El trabajo humano no es nunca una simple mercancía, ni el trabajador un recurso humano más, dentro del proceso productivo. El trabajo es siempre un acto de la persona
Hay una importante distinción, que no es una sutileza académica, sino que corresponde a la índole de la realidad: “El trabajo humano tiene una doble dimensión: objetiva y subjetiva. En sentido objetivo, es el conjunto de actividades, recursos, instrumentos y técnicas de las que el hombre se sirve para producir, para dominar la tierra, según las palabras del libro del Génesis. El trabajo en sentido subjetivo es el actuar del hombre en cuanto ser dinámico, capaz de realizar diversas acciones que pertenecen al proceso del trabajo y que corresponden a su vocación personal” (Pontificio Consejo Justicia y Paz. Compendio de la doctrina social de la iglesia, n. 270).
Una sociedad con rostro humano debe tener muy en cuenta esta distinción: «El hombre debe someter la tierra, debe dominarla, porque, como “imagen de Dios”, es una persona, es decir, un ser subjetivo capaz de obrar de manera programada y racional, capaz de decidir acerca de sí y que tiende a realizarse a sí mismo. Como persona, el hombre es, pues, sujeto del trabajo” (San Juan Pablo II, Carta enc. Laborem exercens, 6).
El trabajo en sentido objetivo tiene un valor circunstancial. En cambio el trabajo en sentido subjetivo tiene un carácter esencial y permanente: “El trabajo en sentido objetivo constituye el aspecto contingente de la actividad humana, que varía incesantemente en sus modalidades con la mutación de las condiciones técnicas, culturales, sociales y políticas. El trabajo en sentido subjetivo se configura, en cambio, como su dimensión estable, porque no depende de lo que el hombre realiza concretamente, ni del tipo de actividad que ejercita, sino sólo y exclusivamente de su dignidad de ser personal. Esta distinción es decisiva, tanto para comprender cuál es el fundamento último del valor y de la dignidad del trabajo, cuanto para implementar una organización de los sistemas económicos y sociales, respetuosa de los derechos del hombre” (Pontificio Consejo Justicia y Paz. Compendio de la doctrina social de la iglesia, n. 270).

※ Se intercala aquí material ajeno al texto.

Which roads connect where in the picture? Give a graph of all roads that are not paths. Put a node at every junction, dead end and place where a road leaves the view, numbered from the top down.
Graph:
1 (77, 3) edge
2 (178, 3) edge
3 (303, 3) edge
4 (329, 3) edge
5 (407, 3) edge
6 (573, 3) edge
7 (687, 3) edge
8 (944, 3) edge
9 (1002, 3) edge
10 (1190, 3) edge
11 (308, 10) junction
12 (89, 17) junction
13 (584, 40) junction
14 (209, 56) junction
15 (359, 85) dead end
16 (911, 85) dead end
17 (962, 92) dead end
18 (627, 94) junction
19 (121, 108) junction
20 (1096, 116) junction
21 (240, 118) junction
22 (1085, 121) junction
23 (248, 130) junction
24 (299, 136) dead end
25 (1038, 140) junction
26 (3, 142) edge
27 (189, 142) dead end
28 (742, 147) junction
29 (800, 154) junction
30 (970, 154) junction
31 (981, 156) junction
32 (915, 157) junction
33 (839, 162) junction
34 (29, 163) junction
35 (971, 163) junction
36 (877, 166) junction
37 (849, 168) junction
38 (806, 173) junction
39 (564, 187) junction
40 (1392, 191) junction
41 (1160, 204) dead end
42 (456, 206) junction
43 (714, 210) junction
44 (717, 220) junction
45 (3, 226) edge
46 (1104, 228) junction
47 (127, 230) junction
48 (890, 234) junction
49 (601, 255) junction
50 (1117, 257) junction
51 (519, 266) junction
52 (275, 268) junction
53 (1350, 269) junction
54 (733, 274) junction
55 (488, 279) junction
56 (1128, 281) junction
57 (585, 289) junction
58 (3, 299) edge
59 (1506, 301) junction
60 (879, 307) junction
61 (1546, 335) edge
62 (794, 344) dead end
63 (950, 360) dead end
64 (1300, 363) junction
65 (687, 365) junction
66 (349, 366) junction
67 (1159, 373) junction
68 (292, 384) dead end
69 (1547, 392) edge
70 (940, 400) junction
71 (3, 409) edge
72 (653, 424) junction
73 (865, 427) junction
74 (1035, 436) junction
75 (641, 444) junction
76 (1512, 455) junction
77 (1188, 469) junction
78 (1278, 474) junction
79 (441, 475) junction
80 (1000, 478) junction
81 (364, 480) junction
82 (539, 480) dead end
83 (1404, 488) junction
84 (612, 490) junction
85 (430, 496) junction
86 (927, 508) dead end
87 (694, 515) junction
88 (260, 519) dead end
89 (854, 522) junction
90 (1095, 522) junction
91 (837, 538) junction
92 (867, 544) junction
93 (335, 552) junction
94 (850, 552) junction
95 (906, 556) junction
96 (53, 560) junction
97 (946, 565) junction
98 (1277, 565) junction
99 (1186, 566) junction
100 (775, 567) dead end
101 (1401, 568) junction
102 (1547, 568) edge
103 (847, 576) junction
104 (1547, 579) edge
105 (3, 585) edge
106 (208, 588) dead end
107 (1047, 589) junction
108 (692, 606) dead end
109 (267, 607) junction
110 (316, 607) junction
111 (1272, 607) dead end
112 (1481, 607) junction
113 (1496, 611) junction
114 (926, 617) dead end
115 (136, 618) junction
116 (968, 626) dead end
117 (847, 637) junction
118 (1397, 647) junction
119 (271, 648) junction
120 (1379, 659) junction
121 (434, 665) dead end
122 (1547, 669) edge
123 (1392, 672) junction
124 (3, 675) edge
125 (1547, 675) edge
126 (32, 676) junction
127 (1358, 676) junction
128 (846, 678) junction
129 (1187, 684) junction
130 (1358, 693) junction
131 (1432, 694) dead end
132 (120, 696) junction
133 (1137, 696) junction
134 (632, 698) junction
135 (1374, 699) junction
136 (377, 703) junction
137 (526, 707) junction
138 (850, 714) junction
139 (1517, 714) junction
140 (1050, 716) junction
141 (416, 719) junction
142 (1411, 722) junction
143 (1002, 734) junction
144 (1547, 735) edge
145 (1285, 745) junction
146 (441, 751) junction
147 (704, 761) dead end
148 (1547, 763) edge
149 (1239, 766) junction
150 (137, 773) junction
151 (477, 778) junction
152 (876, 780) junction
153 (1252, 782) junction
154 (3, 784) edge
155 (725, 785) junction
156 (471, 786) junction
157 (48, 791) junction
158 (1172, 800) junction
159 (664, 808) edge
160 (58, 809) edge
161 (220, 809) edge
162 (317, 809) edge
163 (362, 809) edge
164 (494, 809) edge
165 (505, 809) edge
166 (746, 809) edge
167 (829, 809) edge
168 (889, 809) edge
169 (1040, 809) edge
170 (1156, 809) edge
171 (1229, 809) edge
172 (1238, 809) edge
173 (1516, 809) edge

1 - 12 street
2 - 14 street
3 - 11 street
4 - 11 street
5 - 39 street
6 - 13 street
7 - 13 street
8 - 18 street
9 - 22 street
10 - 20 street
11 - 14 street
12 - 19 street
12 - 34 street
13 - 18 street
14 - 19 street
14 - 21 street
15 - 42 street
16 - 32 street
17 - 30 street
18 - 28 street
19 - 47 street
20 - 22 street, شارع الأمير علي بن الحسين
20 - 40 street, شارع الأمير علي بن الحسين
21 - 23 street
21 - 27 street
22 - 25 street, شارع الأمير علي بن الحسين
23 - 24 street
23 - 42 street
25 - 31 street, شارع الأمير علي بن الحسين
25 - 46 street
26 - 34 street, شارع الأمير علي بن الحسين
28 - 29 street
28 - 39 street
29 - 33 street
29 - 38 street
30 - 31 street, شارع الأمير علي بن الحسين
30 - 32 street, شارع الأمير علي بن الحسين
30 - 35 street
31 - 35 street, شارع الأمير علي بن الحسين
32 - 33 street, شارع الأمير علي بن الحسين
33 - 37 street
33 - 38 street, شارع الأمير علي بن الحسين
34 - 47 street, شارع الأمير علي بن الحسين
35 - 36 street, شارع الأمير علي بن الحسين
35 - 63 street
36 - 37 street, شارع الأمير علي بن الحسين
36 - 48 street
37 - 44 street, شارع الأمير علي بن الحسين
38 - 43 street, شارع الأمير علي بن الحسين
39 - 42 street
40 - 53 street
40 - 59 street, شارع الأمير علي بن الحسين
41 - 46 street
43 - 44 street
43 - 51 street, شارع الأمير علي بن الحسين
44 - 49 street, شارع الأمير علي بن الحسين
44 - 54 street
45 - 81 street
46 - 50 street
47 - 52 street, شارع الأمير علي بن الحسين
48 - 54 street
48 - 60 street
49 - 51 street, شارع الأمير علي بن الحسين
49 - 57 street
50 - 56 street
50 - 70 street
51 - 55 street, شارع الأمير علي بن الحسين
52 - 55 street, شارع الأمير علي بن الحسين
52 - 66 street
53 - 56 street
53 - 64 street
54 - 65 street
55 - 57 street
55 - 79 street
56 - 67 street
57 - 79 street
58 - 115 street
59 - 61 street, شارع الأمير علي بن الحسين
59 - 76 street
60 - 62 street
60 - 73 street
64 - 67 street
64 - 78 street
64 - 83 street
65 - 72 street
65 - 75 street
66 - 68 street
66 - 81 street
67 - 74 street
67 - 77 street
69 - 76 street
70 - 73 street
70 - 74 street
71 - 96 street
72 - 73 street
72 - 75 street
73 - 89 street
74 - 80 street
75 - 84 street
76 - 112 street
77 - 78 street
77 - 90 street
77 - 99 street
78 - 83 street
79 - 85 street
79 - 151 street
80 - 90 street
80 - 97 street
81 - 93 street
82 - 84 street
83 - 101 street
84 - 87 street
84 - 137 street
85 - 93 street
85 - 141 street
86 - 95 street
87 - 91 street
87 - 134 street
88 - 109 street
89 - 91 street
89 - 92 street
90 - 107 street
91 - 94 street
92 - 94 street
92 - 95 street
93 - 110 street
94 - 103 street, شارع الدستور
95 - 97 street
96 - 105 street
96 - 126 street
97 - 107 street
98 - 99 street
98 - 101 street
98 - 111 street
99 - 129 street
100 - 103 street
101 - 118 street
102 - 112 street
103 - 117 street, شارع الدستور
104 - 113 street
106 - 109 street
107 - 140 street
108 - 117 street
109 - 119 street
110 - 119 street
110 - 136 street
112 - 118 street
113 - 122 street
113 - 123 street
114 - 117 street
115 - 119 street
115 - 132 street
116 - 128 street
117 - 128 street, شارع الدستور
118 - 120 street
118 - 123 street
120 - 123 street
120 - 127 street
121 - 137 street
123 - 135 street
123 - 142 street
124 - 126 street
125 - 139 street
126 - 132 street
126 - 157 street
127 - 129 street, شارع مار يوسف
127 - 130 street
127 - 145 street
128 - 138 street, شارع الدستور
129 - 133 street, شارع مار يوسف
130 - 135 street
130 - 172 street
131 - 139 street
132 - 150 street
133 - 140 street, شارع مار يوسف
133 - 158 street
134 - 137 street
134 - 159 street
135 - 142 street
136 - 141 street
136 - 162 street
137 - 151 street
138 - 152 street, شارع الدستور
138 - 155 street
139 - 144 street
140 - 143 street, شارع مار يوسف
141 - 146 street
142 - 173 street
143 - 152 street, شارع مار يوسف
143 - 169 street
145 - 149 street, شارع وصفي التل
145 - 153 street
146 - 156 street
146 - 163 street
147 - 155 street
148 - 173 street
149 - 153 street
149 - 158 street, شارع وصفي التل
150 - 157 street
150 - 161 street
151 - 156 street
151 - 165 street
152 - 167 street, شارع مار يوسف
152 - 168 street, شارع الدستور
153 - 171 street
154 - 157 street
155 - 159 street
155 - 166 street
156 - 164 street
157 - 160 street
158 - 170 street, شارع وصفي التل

El trabajo humano no es nunca una simple mercancía, ni el trabajador un recurso humano más, dentro del proceso productivo. El trabajo es siempre un acto de la persona: “Cualquier forma de materialismo y de economicismo que intentase reducir el trabajador a un mero instrumento de producción, a simple fuerza–trabajo, a valor exclusivamente material, acabaría por desnaturalizar irremediablemente la esencia del trabajo, privándolo de su finalidad más noble y profundamente humana. La persona es la medida de la dignidad del trabajo” (idem, n. 271).
Hace falta un reajuste de la mentalidad, para valorar siempre que es el hombre mismo el que realiza el trabajo, aquello que determina su calidad y su más alto valor. Para que no ocurra el hecho de que “la actividad laboral y las mismas técnicas utilizadas se consideran más importantes que el hombre mismo y, de aliadas, se convierten en enemigas de su dignidad” (idem).
El trabajo humano procede de la persona y está también orientado hacia el bien de la persona: el trabajo es para el hombre y no el hombre para el trabajo. Así «la finalidad del trabajo, de cualquier trabajo realizado por el hombre −aunque fuera el trabajo “más corriente”, más monótono en la escala del modo común de valorar, e incluso el que más margina−, sigue siendo siempre el hombre mismo» (San Juan Pablo II, Carta enc. Laborem exercens, 6; cf. Catecismo de la Iglesia Católica, 2428).